From the top of the entries, reproduce each line exactly, stopping after the line that contains "ring tip: (381, 356)". Omit pictures.

(Stored data entries)
┏━━

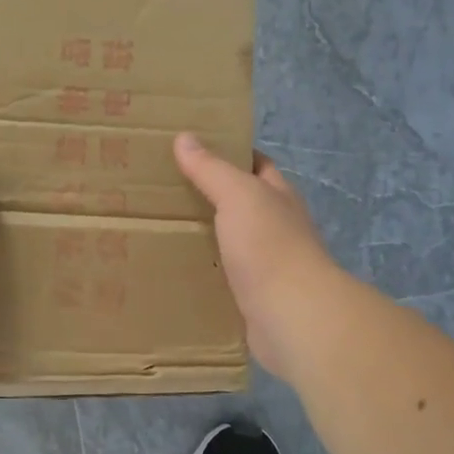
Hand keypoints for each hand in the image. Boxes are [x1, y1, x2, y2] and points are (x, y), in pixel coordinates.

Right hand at [174, 133, 341, 376]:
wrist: (292, 315)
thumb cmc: (269, 246)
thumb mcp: (238, 195)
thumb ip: (212, 169)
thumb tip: (185, 137)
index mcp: (278, 197)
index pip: (257, 165)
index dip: (230, 153)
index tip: (192, 150)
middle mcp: (277, 227)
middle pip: (242, 204)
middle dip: (210, 196)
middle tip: (165, 190)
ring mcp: (268, 264)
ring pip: (231, 242)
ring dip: (205, 237)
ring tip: (162, 228)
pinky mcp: (254, 298)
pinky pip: (224, 278)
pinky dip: (205, 272)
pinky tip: (176, 271)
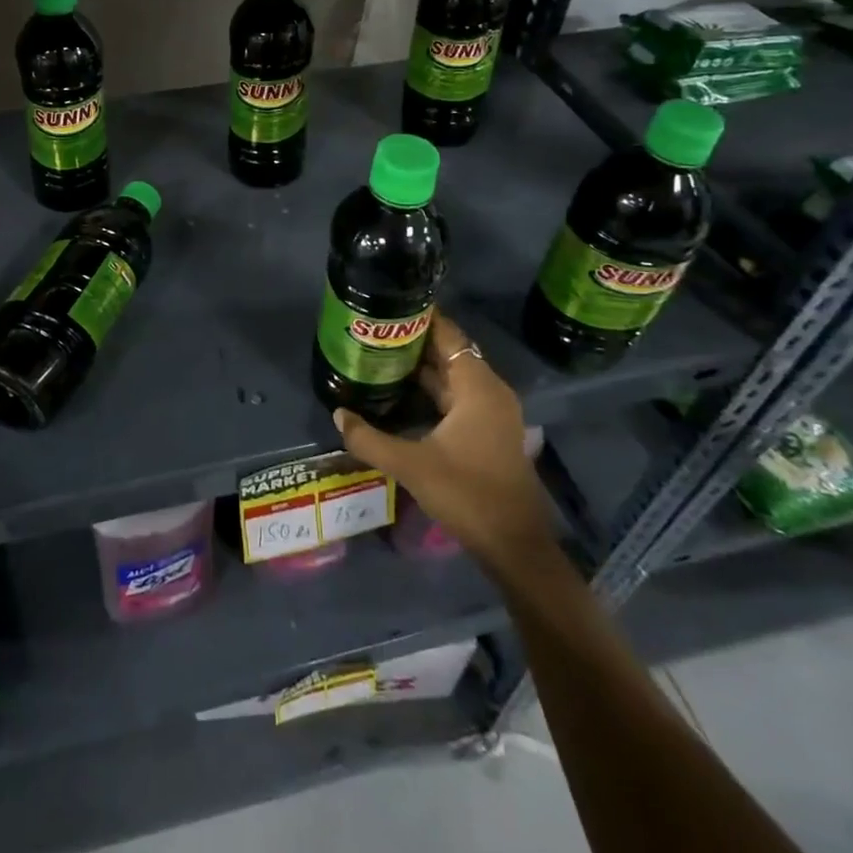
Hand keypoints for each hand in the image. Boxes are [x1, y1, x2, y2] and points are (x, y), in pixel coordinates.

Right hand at [333, 312, 550, 562]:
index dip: (419, 318)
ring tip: (381, 356)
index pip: (448, 334)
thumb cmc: (468, 494)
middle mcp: (489, 391)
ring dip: (422, 367)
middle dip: (414, 341)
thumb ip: (370, 439)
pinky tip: (403, 393)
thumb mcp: (411, 466)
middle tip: (374, 332)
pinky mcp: (490, 431)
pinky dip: (433, 389)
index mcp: (478, 387)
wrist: (514, 545)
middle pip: (450, 352)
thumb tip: (338, 414)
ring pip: (453, 376)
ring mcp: (493, 412)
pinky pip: (458, 396)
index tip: (387, 307)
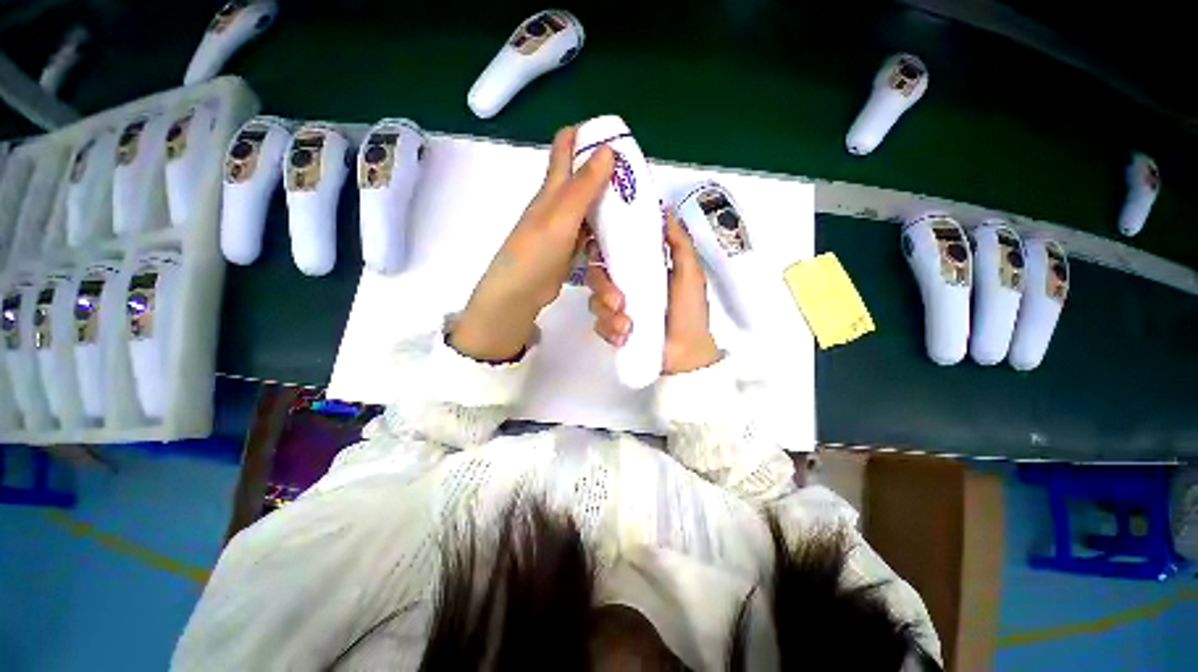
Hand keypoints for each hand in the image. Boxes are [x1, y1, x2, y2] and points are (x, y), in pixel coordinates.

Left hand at [450, 127, 614, 360]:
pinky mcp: (570, 249)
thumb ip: (583, 186)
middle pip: (584, 178)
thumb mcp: (561, 216)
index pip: (565, 147)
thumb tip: (607, 149)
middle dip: (609, 172)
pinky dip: (606, 230)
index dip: (585, 133)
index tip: (615, 134)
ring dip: (610, 203)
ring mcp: (565, 228)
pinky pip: (592, 233)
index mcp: (553, 189)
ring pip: (591, 207)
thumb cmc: (535, 252)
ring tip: (637, 204)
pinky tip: (621, 234)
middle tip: (638, 176)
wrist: (520, 293)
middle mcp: (558, 204)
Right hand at [585, 212, 721, 374]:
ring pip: (593, 301)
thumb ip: (678, 242)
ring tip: (627, 326)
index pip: (610, 250)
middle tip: (619, 302)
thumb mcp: (690, 272)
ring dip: (607, 313)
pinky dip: (610, 331)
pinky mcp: (613, 330)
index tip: (598, 250)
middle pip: (595, 275)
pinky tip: (624, 337)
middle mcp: (623, 284)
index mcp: (639, 267)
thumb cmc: (690, 311)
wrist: (687, 353)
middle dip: (602, 288)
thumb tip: (665, 210)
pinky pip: (598, 325)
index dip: (599, 247)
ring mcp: (616, 308)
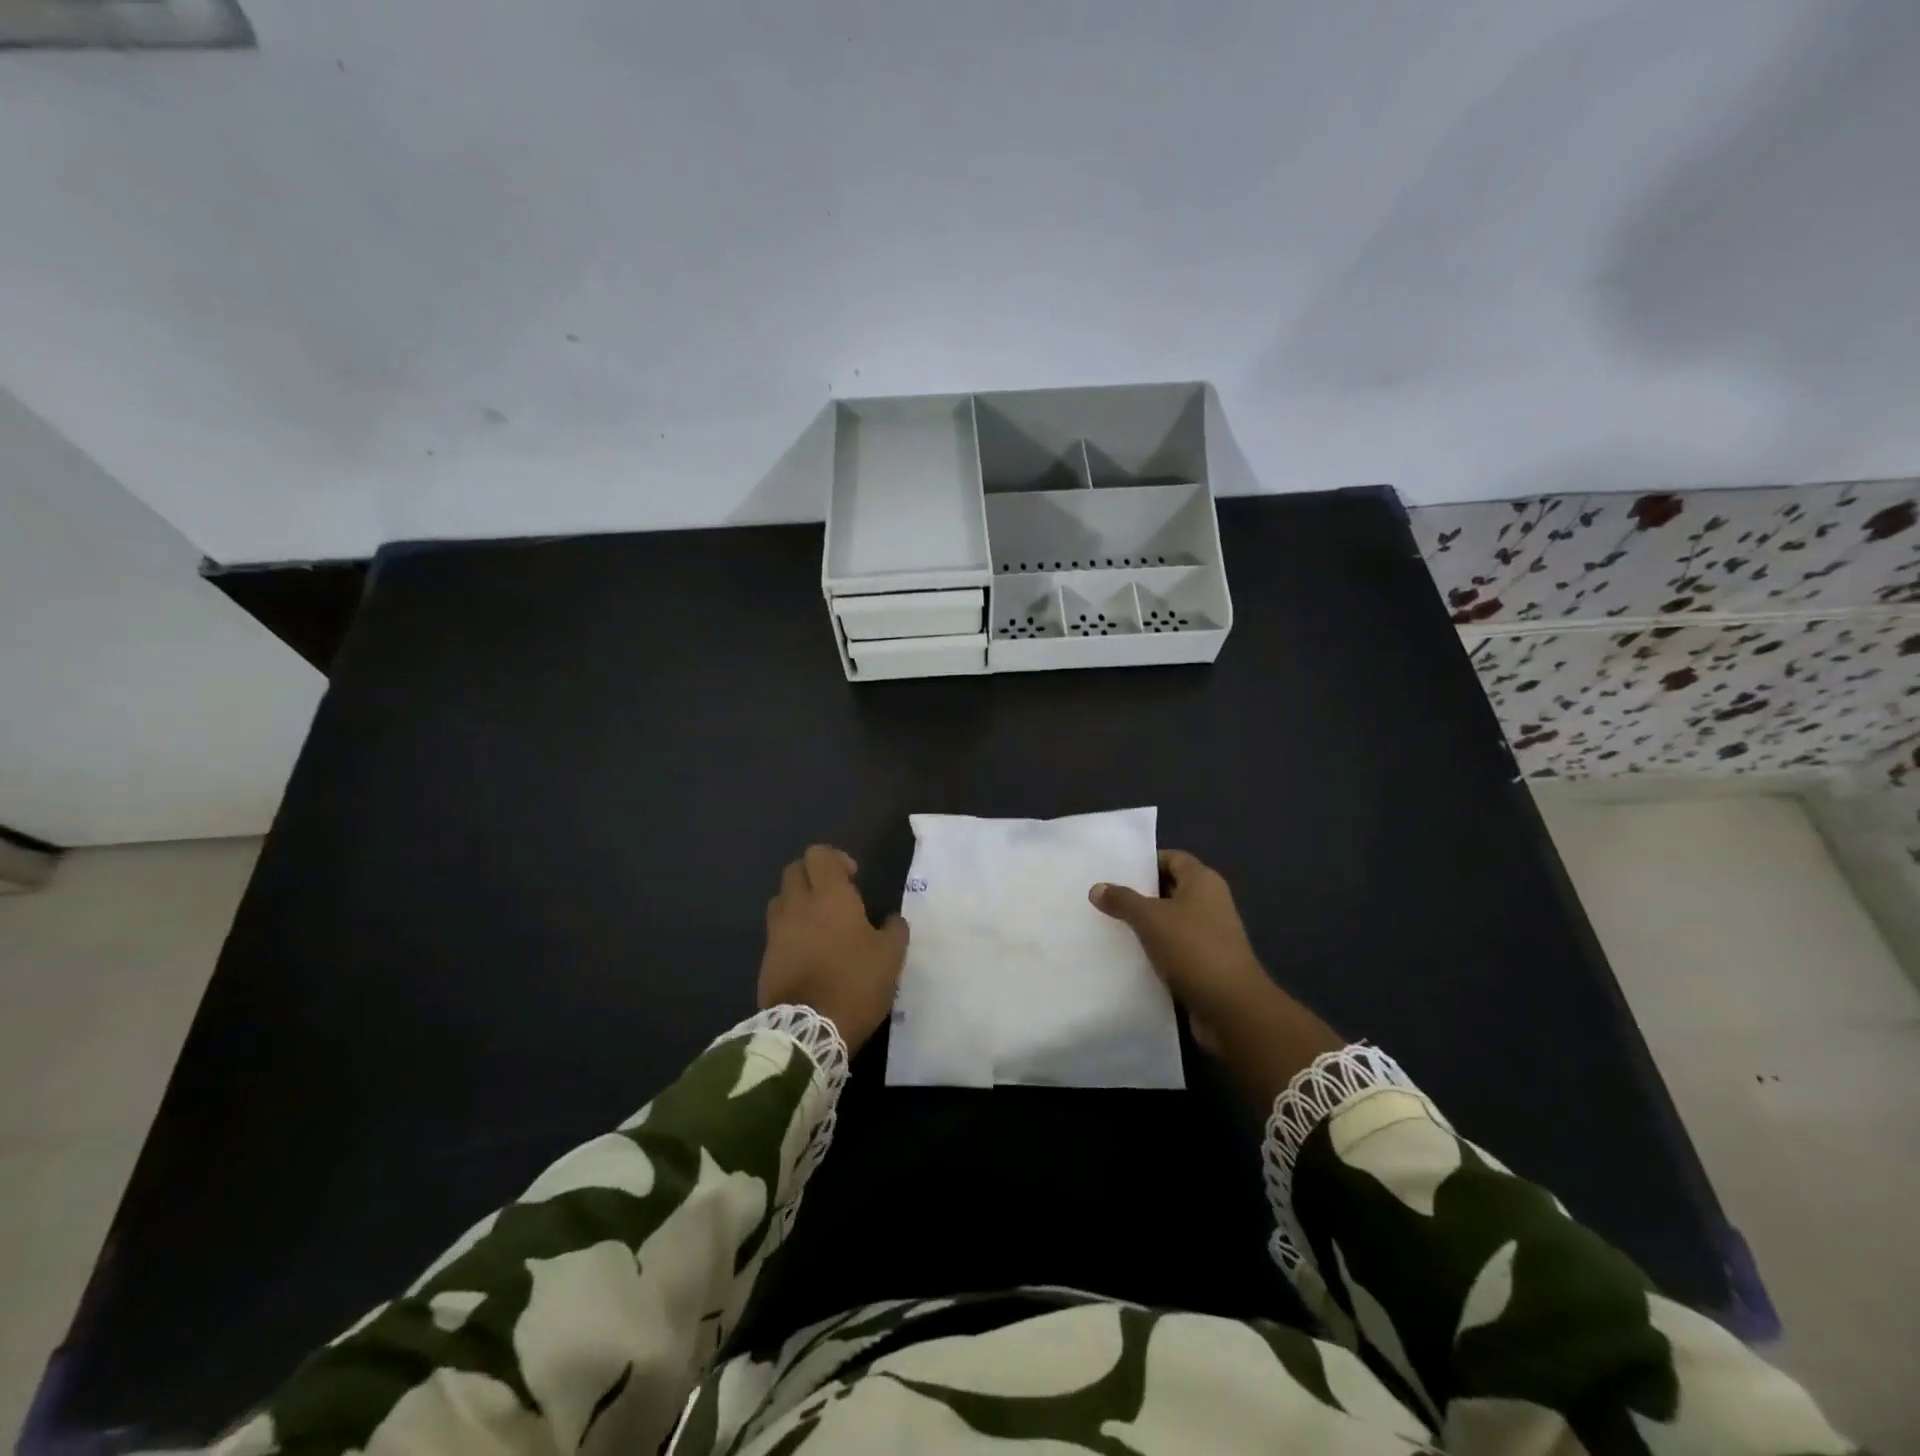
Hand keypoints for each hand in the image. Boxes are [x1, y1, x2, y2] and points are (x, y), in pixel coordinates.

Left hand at [760, 845, 908, 1051]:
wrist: (808, 1030)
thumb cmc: (855, 983)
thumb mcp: (890, 956)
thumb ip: (894, 930)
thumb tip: (892, 920)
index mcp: (829, 896)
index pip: (819, 854)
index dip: (836, 859)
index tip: (853, 878)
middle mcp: (798, 906)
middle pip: (794, 870)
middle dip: (813, 876)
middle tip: (836, 897)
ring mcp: (777, 932)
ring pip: (781, 899)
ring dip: (798, 902)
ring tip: (819, 924)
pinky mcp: (766, 959)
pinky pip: (776, 931)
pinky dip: (790, 932)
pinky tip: (809, 953)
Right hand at [1093, 850, 1341, 1104]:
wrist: (1231, 1008)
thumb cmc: (1193, 949)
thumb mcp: (1151, 919)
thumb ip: (1122, 900)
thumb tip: (1097, 887)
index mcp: (1203, 882)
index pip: (1173, 858)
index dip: (1146, 862)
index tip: (1114, 870)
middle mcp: (1210, 903)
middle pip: (1170, 888)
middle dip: (1139, 893)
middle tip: (1104, 896)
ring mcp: (1209, 934)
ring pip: (1170, 920)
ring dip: (1144, 924)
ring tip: (1108, 924)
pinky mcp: (1205, 963)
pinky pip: (1174, 947)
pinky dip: (1154, 948)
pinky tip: (1127, 954)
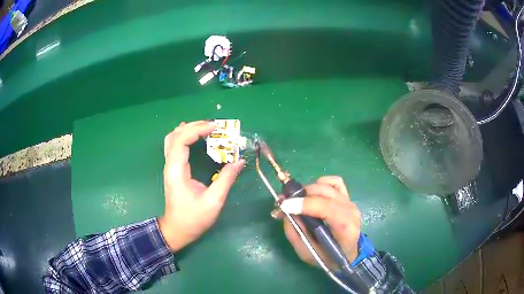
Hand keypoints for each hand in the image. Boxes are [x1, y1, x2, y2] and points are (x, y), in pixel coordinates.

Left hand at [158, 121, 244, 251]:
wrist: (177, 229)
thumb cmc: (194, 218)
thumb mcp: (213, 201)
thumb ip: (226, 179)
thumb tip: (239, 161)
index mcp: (177, 171)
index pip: (182, 140)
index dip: (197, 129)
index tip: (216, 128)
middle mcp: (170, 165)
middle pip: (175, 135)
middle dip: (194, 126)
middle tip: (214, 126)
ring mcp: (169, 167)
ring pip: (172, 139)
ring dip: (188, 129)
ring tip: (206, 128)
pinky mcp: (172, 169)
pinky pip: (174, 146)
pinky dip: (184, 137)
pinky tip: (193, 135)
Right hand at [276, 176, 360, 268]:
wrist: (347, 254)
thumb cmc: (328, 257)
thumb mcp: (307, 253)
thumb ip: (295, 233)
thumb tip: (285, 210)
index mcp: (345, 229)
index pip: (328, 209)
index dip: (305, 204)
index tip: (285, 205)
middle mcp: (350, 211)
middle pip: (325, 193)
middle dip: (301, 195)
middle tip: (283, 203)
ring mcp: (350, 202)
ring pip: (327, 186)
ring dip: (307, 190)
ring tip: (295, 200)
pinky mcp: (347, 197)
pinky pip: (334, 181)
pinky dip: (321, 183)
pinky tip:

┗━━

- **Response area**:
Hand keypoints for each hand in the image. Boxes are [x1, y1, x2, y2] and points are (x, y), in pixel coordinates.

Right hand at [174, 133, 341, 376]:
wrist: (292, 315)
thumb cmc: (269, 246)
thumb mcp: (238, 195)
thumb ip: (212, 169)
thumb tip: (185, 137)
index mcp: (278, 197)
index pip: (257, 165)
index dip: (230, 153)
index tip: (192, 150)
middle mcp: (277, 227)
middle pip: (242, 204)
middle dip: (210, 196)
middle tip: (165, 190)
ring mcp: (268, 264)
ring pip: (231, 242)
ring dip: (205, 237)
ring tip: (162, 228)
pinky mcp: (254, 298)
pinky pip: (224, 278)
pinky dip: (205, 272)
pinky tip: (176, 271)
Hand keypoints for each hand in the image. Boxes are [x1, y1, x2, y2] and points are (x, y), in pixel coordinates.

Right hand at [333, 312, 550, 562]:
index dip: (419, 318)
ring tip: (381, 356)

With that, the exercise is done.